In the rush to action, one can ignore the basic fact that people need time to assimilate new ideas presented to them, understand how ideas were arrived at and figure out what the implications are for them personally. They need the time for their own questions to emerge as they mentally assemble the pieces of the puzzle to their own satisfaction.

Part of the process of absorbing information is to ask questions, and voice concerns. On a new team, members do not easily do so. They typically feel unsure about where they stand and want to hear more before contributing to the discussion. This cautious reserve is exacerbated when they are unfamiliar with the leader and/or not feeling safe to speak up because of the way the leader reacts.

Unfortunately it is easy, and sometimes convenient for leaders to take the absence of questions as a sign that everything is clear. Lack of clarity at the team level is a key source of ongoing dysfunction. Without the opportunity to gain a full understanding of the situation, individuals begin to fill in the blanks by making their own unvoiced assumptions.

Making a Team out of a Group of Individuals

Whatever bit of confusion and uncertainty persists among individuals is amplified by the fact that, at the beginning of a project, team members do not “yet” form a true team where members can support each other. Because they come from different parts of the organization, or even organizations, project participants will naturally see their work assignments from divergent perspectives. Without having the time to explore their differences and establish some mutual understanding, they will not align around a common purpose and a common approach. Poor communication and work coordination will necessarily ensue.

The more project members struggle with each other’s different ways of thinking about priorities and work flow, the greater the likelihood tensions will develop into patterns of resentment, avoidance and distrust that become engrained. Repeated hundreds of times each day seemingly small misunderstandings and frictions rapidly build to large consequences in delays and unresponsiveness.

Avoiding Dangerous Assumptions

When team members are not clear about the purpose of the group and they do not have open exchanges with their leader and each other, making assumptions and second-guessing become common fare as people try to backfill missing information with what they experienced in other situations. Unchecked assumptions are fatal to teamwork.

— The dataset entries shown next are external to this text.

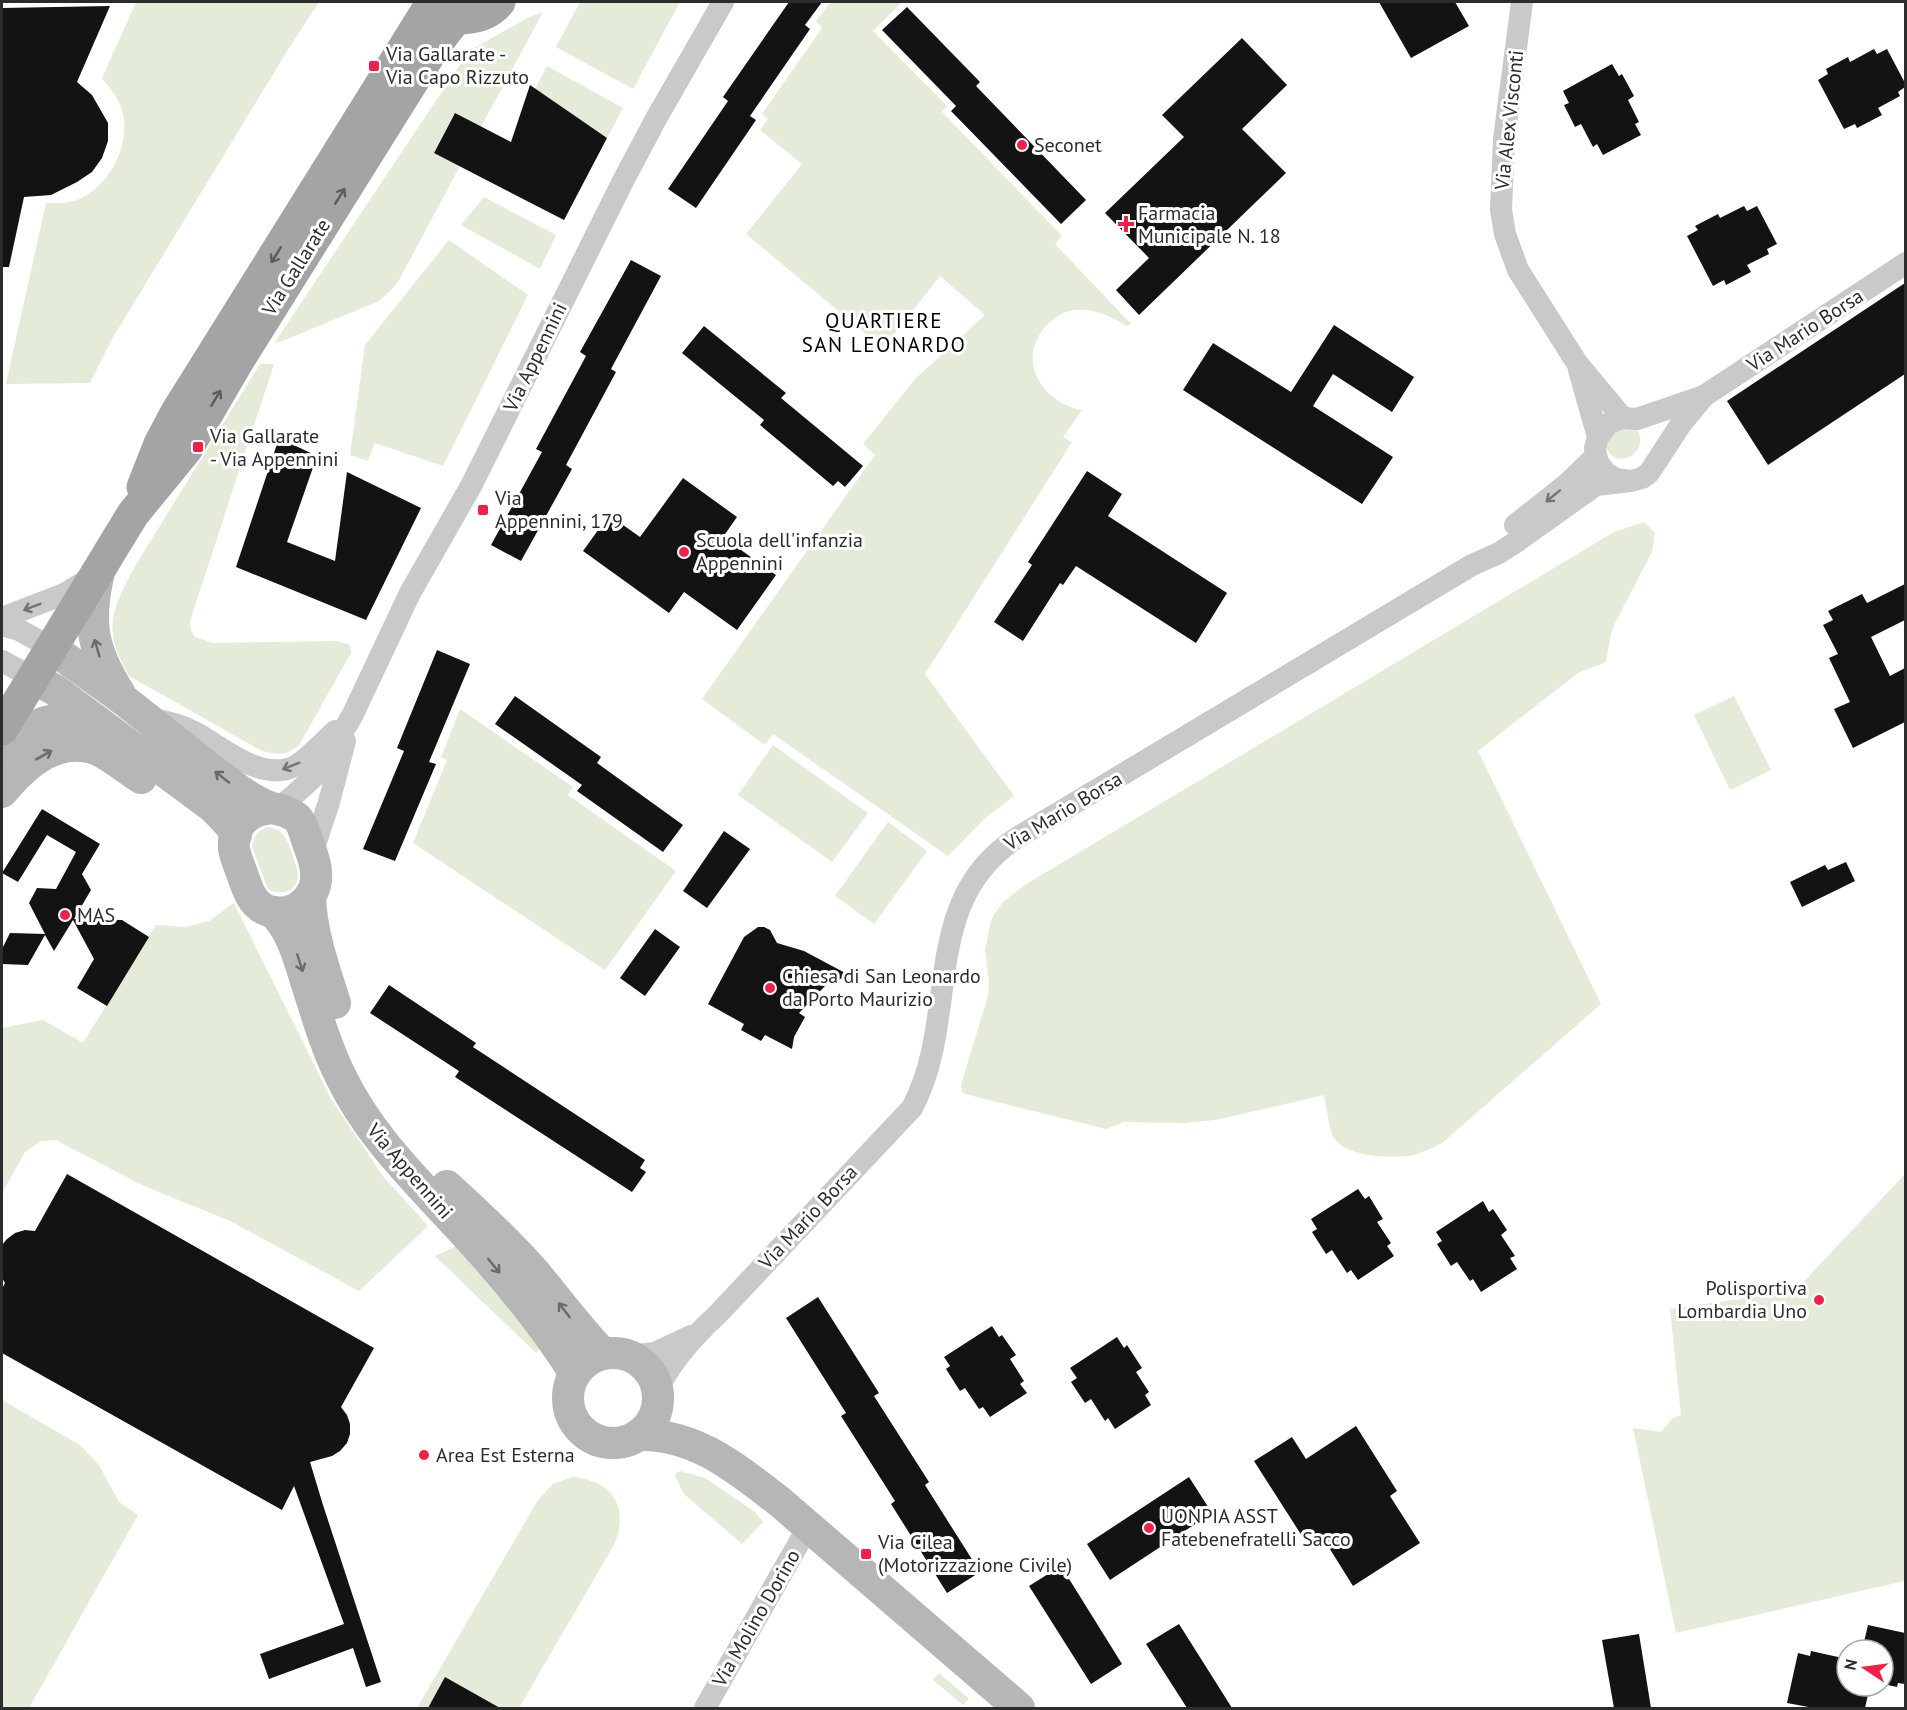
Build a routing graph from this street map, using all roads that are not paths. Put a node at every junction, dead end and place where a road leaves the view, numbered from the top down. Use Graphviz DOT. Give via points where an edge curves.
graph roads {
  1 [pos="499,2"];
  2 [pos="723,2"];
  3 [pos="1522,2"];
  4 [pos="436,9"];
  5 [pos="1905,263"];
  6 [pos="1577,363"];
  7 [pos="1704,396"];
  8 [pos="1630,418"];
  9 [pos="1597,447"];
  10 [pos="1656,463"];
  11 [pos="1631,481"];
  12 [pos="1472,565"];
  13 [pos="98,573"];
  14 [pos="2,618"];
  15 [pos="2,625"];
  16 [pos="52,648"];
  17 [pos="2,661"];
  18 [pos="33,678"];
  19 [pos="123,700"];
  20 [pos="352,716"];
  21 [pos="148,719"];
  22 [pos="2,729"];
  23 [pos="109,729"];
  24 [pos="2,750"];
  25 [pos="2,792"];
  26 [pos="196,795"];
  27 [pos="272,808"];
  28 [pos="236,835"];
  29 [pos="312,854"];
  30 [pos="310,896"];
  31 [pos="273,912"];
  32 [pos="702,1328"];
  33 [pos="616,1355"];
  34 [pos="575,1374"];
  35 [pos="657,1393"];
  36 [pos="638,1435"];
  37 [pos="699,1447"];
  38 [pos="808,1527"];
  39 [pos="705,1708"];
  40 [pos="1019,1708"];
  1 -- 4 [label="main road" via="477,16"];
  2 -- 20 [label="street, Via Appennini" via="622,183 471,486 410,593"];
  3 -- 6 [label="street, Via Alex Visconti" via="1504,139 1501,210 1518,270"];
  4 -- 13 [label="main road, Via Gallarate" via="177,412 133,514"];
  5 -- 7 [label="street, Via Mario Borsa"];
  6 -- 8 [label="street, Via Alex Visconti"];
  6 -- 9 [label="street, Via Alex Visconti"];
  7 -- 8 [label="street, Via Mario Borsa"];
  7 -- 10 [label="street, Via Mario Borsa"];
  8 -- 9 [label="street, Via Mario Borsa" via="1609,423"];
  8 -- 10 [label="street" via="1650,428 1656,437"];
  9 -- 11 [label="street" via="1599,464 1606,474"];
  9 -- 12 [label="street, Via Mario Borsa, one-way" via="1568,484 1511,528"];
  10 -- 11 [label="street, Via Mario Borsa" via="1648,473"];
  11 -- 12 [label="street, Via Mario Borsa" via="1596,485 1516,542"];
  12 -- 32 [label="street, Via Mario Borsa" via="1018,837 990,858 959,908 950,942 937,1035 912,1108"];
  13 -- 14 [label="street, one-way" via="64,594"];
  13 -- 16 [label="main road, Via Gallarate"];
  19 -- 13 [label="street, Via Appennini, one-way" via="102,663 93,629"];
  15 -- 16 [label="street"];
  16 -- 18 [label="main road, Via Gallarate"];
  16 -- 19 [label="street, Via Appennini"];
  17 -- 18 [label="street"];
  18 -- 22 [label="main road, Via Gallarate"];
  18 -- 23 [label="street"];
  19 -- 21 [label="street, Via Appennini"];
  20 -- 21 [label="street, Via Appennini, one-way" via="302,761 277,770 249,763 169,722"];
  20 -- 27 [label="street, Via Appennini" via="317,774 292,798"];
  20 -- 29 [label="street, Via Appennini"];
  27 -- 21 [label="street, Via Appennini, one-way" via="232,785"];
  23 -- 24 [label="street" via="74,719 54,719 34,726"];
  23 -- 26 [label="street"];
  25 -- 26 [label="street, one-way" via="20,772 45,754 78,746 99,751 154,785"];
  26 -- 28 [label="street" via="222,816"];
  27 -- 28 [label="street, Via Appennini" via="249,813"];
  27 -- 29 [label="street, Via Appennini" via="297,819"];
  28 -- 31 [label="street, Via Appennini" via="234,850 250,894 263,909"];
  29 -- 30 [label="street, Via Appennini" via="317,874"];
  30 -- 31 [label="street" via="296,909"];
  33 -- 30 [label="street, Via Appennini, one-way" via="578,1328 514,1250 437,1177 395,1129 363,1077 348,1042 315,936"];
  31 -- 34 [label="street, Via Appennini, one-way" via="293,942 339,1075 372,1130 489,1259"];
  32 -- 33 [label="street, Via Mario Borsa" via="644,1355"];
  32 -- 35 [label="street, Via Mario Borsa" via="675,1361"];
  33 -- 34 [label="street" via="586,1362"];
  33 -- 35 [label="street" via="646,1368"];
  34 -- 36 [label="street" via="569,1390 569,1407 586,1434 615,1443"];
  35 -- 36 [label="street" via="651,1420"];
  35 -- 37 [label="street" via="673,1419"];
  36 -- 37 [label="street" via="663,1435"];
  37 -- 38 [label="street" via="755,1483"];
  38 -- 39 [label="street, Via Molino Dorino"];
  38 -- 40 [label="street"];
}
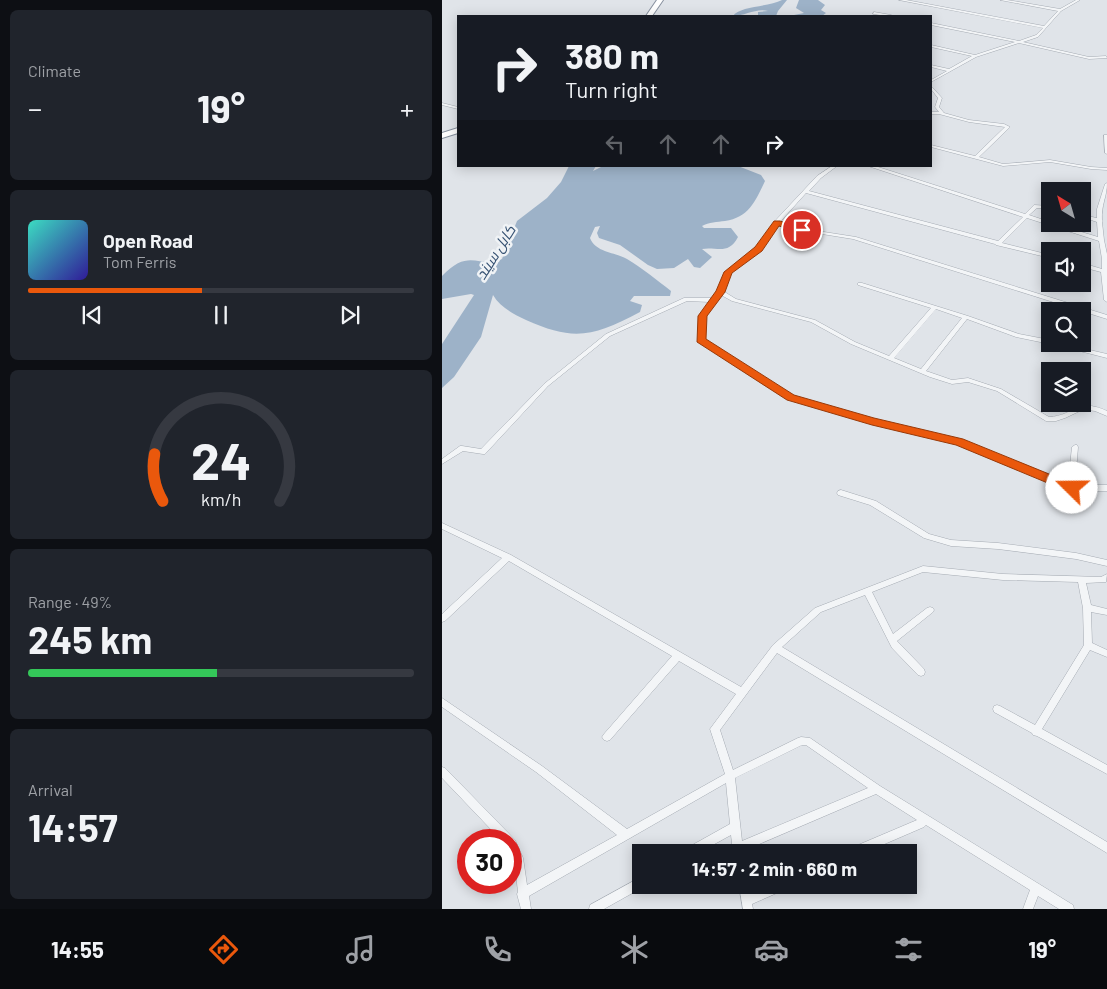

For example there is not a more dangerous assumption than to believe that the project is just like the prior ones and that therefore there is no need to “waste” time on an exhaustive review. This type of mistake is often made by IT project teams that do not take the time to understand the full context of a particular implementation with their client.

Finding the Common Ground

When we work with a team struggling to get their project on track, our very first hours working with them invariably uncover numerous unfounded assumptions and misunderstandings that have hampered team communications. In the matter of a few hours, areas of confusion and distrust disappear and a clear common reality arises for the team. At that point team dynamics transform and tangible change can be observed in the quality of ideas, interactions, and willingness to cooperate vs. argue.

Proper Team “On-Boarding”

The process of “on-boarding” a project team which we practice is essential to getting project teams on track. It works rapidly even with teams that have experienced complete performance breakdowns.  It obviously makes sense to apply the process at the beginning of a new project rather than waiting for a crisis to develop. The “on-boarding ” solution is easy to implement, takes little time, and delivers rich dividends for the project’s success.